____ RECORDS FOR THIS TASK

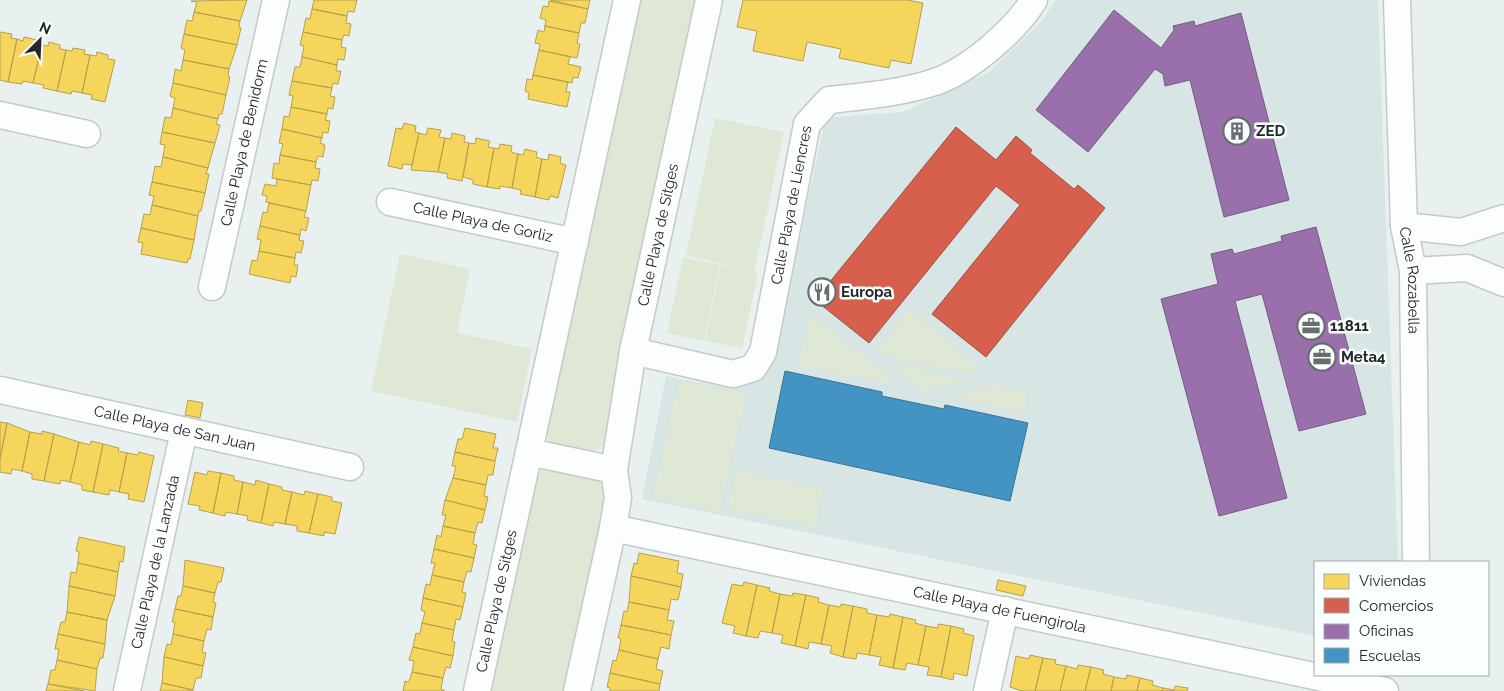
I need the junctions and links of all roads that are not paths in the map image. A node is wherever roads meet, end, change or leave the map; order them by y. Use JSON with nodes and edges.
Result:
{"nodes":[{"id":1,"x":276,"y":0,"type":"edge"},
{"id":2,"x":627,"y":0,"type":"edge"},
{"id":3,"x":709,"y":0,"type":"edge"},
{"id":4,"x":1034,"y":0,"type":"edge"},
{"id":5,"x":1397,"y":0,"type":"edge"},
{"id":6,"x":0,"y":115,"type":"edge"},
{"id":7,"x":87,"y":134,"type":"dead end"},
{"id":8,"x":390,"y":202,"type":"dead end"},
{"id":9,"x":1504,"y":218,"type":"edge"},
{"id":10,"x":1404,"y":226,"type":"junction"},
{"id":11,"x":575,"y":242,"type":"junction"},
{"id":12,"x":1412,"y":271,"type":"junction"},
{"id":13,"x":1504,"y":283,"type":"edge"},
{"id":14,"x":212,"y":287,"type":"dead end"},
{"id":15,"x":633,"y":351,"type":"junction"},
{"id":16,"x":0,"y":390,"type":"edge"},
{"id":17,"x":184,"y":431,"type":"junction"},
{"id":18,"x":529,"y":452,"type":"junction"},
{"id":19,"x":350,"y":467,"type":"dead end"},
{"id":20,"x":614,"y":470,"type":"junction"},
{"id":21,"x":613,"y":528,"type":"junction"},
{"id":22,"x":1416,"y":561,"type":"edge"},
{"id":23,"x":1005,"y":610,"type":"junction"},
{"id":24,"x":1314,"y":676,"type":"edge"},
{"id":25,"x":1315,"y":676,"type":"edge"},
{"id":26,"x":126,"y":691,"type":"edge"},
{"id":27,"x":477,"y":691,"type":"edge"},
{"id":28,"x":577,"y":691,"type":"edge"},
{"id":29,"x":988,"y":691,"type":"edge"},
{"id":30,"x":1385,"y":691,"type":"edge"}],
"edges":[{"from":1,"to":14,"type":"street","name":"Calle Playa de Benidorm"},
{"from":2,"to":11,"type":"street","name":"Calle Playa de Sitges"},
{"from":3,"to":15,"type":"street","name":"Calle Playa de Sitges"},
{"from":4,"to":15,"type":"street","name":"Calle Playa de Liencres"},
{"from":5,"to":10,"type":"street","name":"Calle Rozabella"},
{"from":6,"to":7,"type":"street"},
{"from":8,"to":11,"type":"street","name":"Calle Playa de Gorliz"},
{"from":9,"to":10,"type":"street"},
{"from":10,"to":12,"type":"street","name":"Calle Rozabella"},
{"from":11,"to":18,"type":"street","name":"Calle Playa de Sitges"},
{"from":12,"to":13,"type":"street"},
{"from":12,"to":22,"type":"street","name":"Calle Rozabella"},
{"from":15,"to":20,"type":"street","name":"Calle Playa de Sitges"},
{"from":16,"to":17,"type":"street","name":"Calle Playa de San Juan"},
{"from":17,"to":19,"type":"street","name":"Calle Playa de San Juan"},
{"from":17,"to":26,"type":"street","name":"Calle Playa de la Lanzada"},
{"from":18,"to":20,"type":"street"},
{"from":18,"to":27,"type":"street","name":"Calle Playa de Sitges"},
{"from":20,"to":21,"type":"street","name":"Calle Playa de Sitges"},
{"from":21,"to":23,"type":"street","name":"Calle Playa de Fuengirola"},
{"from":21,"to":28,"type":"street","name":"Calle Playa de Sitges"},
{"from":23,"to":24,"type":"street","name":"Calle Playa de Fuengirola"},
{"from":23,"to":29,"type":"street"},
{"from":25,"to":30,"type":"street","name":"Calle Playa de Fuengirola"}]}
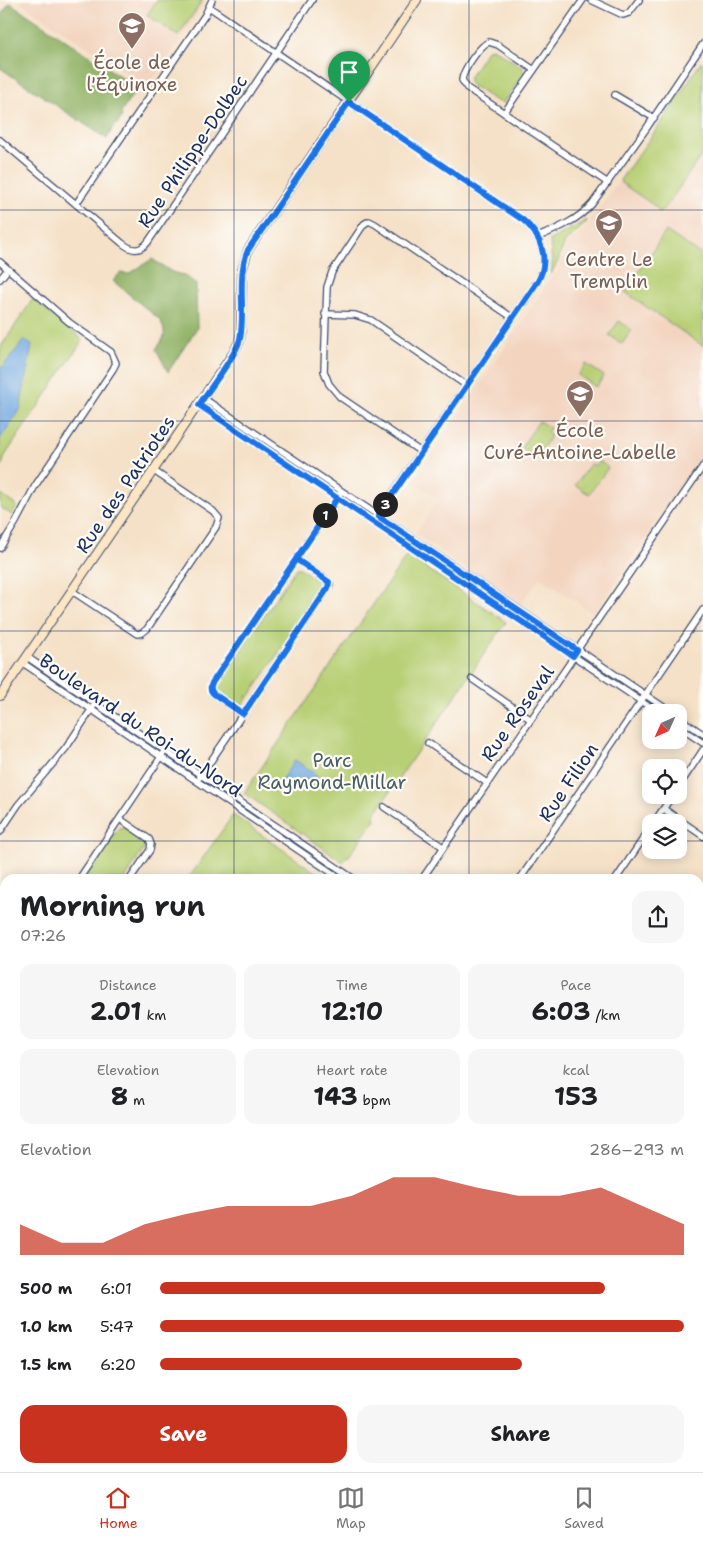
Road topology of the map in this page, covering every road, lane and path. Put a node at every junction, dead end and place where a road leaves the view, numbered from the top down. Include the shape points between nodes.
1 (212, 0) edge
2 (312, 0) edge
3 (417, 0) edge
4 (583, 0) edge
5 (591, 0) edge
6 (639, 0) edge
7 (209, 7) junction
8 (703, 44) edge
9 (276, 52) junction
10 (534, 70) junction
11 (615, 95) dead end
12 (349, 102) junction
13 (504, 113) junction
14 (654, 118) junction
15 (0, 140) edge
16 (608, 183) junction
17 (76, 204) junction
18 (538, 237) junction
19 (0, 262) edge
20 (8, 269) junction
21 (0, 279) edge
22 (325, 314) junction
23 (513, 318) junction
24 (467, 386) junction
25 (201, 402) junction
26 (421, 452) junction
27 (703, 466) edge
28 (154, 471) junction
29 (341, 491) junction
30 (337, 498) junction
31 (378, 516) junction
32 (373, 522) junction
33 (0, 548) edge
34 (296, 559) junction
35 (72, 590) junction
36 (703, 610) edge
37 (577, 650) junction
38 (573, 656) junction
39 (25, 660) junction
40 (472, 679) dead end
41 (645, 695) junction
42 (0, 696) edge
43 (641, 701) junction
44 (96, 703) junction
45 (645, 704) edge
46 (659, 704) edge
47 (92, 710) junction
48 (243, 714) junction
49 (530, 719) junction
50 (688, 724) edge
51 (688, 733) edge
52 (703, 734) edge
53 (428, 743) dead end
54 (703, 743) edge
55 (166, 750) junction
56 (703, 750) edge
57 (162, 757) junction
58 (687, 774) edge
59 (201, 775) junction
60 (197, 781) junction
61 (487, 783) junction
62 (667, 804) edge
63 (384, 807) dead end
64 (664, 809) junction
65 (660, 814) edge
66 (120, 819) junction
67 (0, 832) edge
68 (703, 836) edge
69 (642, 840) edge
70 (443, 847) junction
71 (82, 874) edge
72 (133, 874) edge
73 (334, 874) edge
74 (347, 874) edge
75 (425, 874) edge
76 (523, 874) edge
77 (619, 874) edge

1 - 7 street
2 - 9 street, Rue Philippe-Dolbec
3 - 12 street, Rue des Patriotes
4 - 10 street
5 - 6 street via 623,16
7 - 9 street
7 - 17 street
8 - 14 street
9 - 12 street
9 - 17 street, Rue Philippe-Dolbec via 143,247 128,248
10 - 13 street
10 - 13 street via 494,43 486,42 481,47 464,73 462,82
11 - 14 street
12 - 18 street via 523,220
12 - 25 street, Rue des Patriotes via 248,250 242,271 239,342
13 - 16 street
14 - 16 street
15 - 17 street, Rue Philippe-Dolbec
16 - 18 street via 584,212
18 - 23 street via 543,256 542,272
19 - 20 street
20 - 21 street
20 - 33 street via 70,323 111,352 116,363 37,482
22 - 23 street via 329,278 369,221
22 - 24 street via 358,315 371,320
22 - 26 street via 323,367 331,387 343,399
23 - 24 street
24 - 26 street
25 - 28 street, Rue des Patriotes
25 - 29 street
25 - 30 street
26 - 31 street
27 - 37 street, Rue Roseval
28 - 35 street, Rue des Patriotes
28 - 35 street via 215,512 219,520 162,607 145,631 137,634
29 - 30 street
29 - 31 street
30 - 32 street
30 - 34 street
31 - 32 street
31 - 37 street
32 - 38 street
34 - 48 street via 211,685 214,694
34 - 48 street via 329,582 329,586
35 - 39 street, Rue des Patriotes
36 - 41 street
37 - 38 street, Rue Roseval
37 - 41 street
38 - 43 street
38 - 49 street, Rue Roseval
39 - 42 street, Rue des Patriotes
39 - 44 street, Boulevard du Roi-du-Nord
39 - 47 street, Boulevard du Roi-du-Nord
40 - 49 street
41 - 43 street, Rue Filion
41 - 46 street
43 - 45 street
43 - 76 street, Rue Filion
44 - 47 street
44 - 55 street, Boulevard du Roi-du-Nord
47 - 57 street, Boulevard du Roi-du-Nord
47 - 67 street
48 - 59 street
49 - 61 street, Rue Roseval
50 - 52 street
51 - 54 street
53 - 61 street
55 - 57 street
55 - 59 street, Boulevard du Roi-du-Nord
56 - 58 street
57 - 60 street, Boulevard du Roi-du-Nord
57 - 66 street
59 - 60 street
59 - 74 street, Boulevard du Roi-du-Nord
60 - 73 street, Boulevard du Roi-du-Nord
61 - 70 street, Rue Roseval
62 - 64 street
63 - 70 street
64 - 65 street
64 - 68 street
66 - 71 street
66 - 72 street via 151,844
69 - 77 street
70 - 75 street, Rue Roseval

________

From the entries, copy every line in which the string "Nord" can be found.

▶ WRITTEN RESPONSE:
39 - 44 street, Boulevard du Roi-du-Nord
39 - 47 street, Boulevard du Roi-du-Nord
44 - 55 street, Boulevard du Roi-du-Nord
47 - 57 street, Boulevard du Roi-du-Nord
55 - 59 street, Boulevard du Roi-du-Nord
57 - 60 street, Boulevard du Roi-du-Nord
59 - 74 street, Boulevard du Roi-du-Nord
60 - 73 street, Boulevard du Roi-du-Nord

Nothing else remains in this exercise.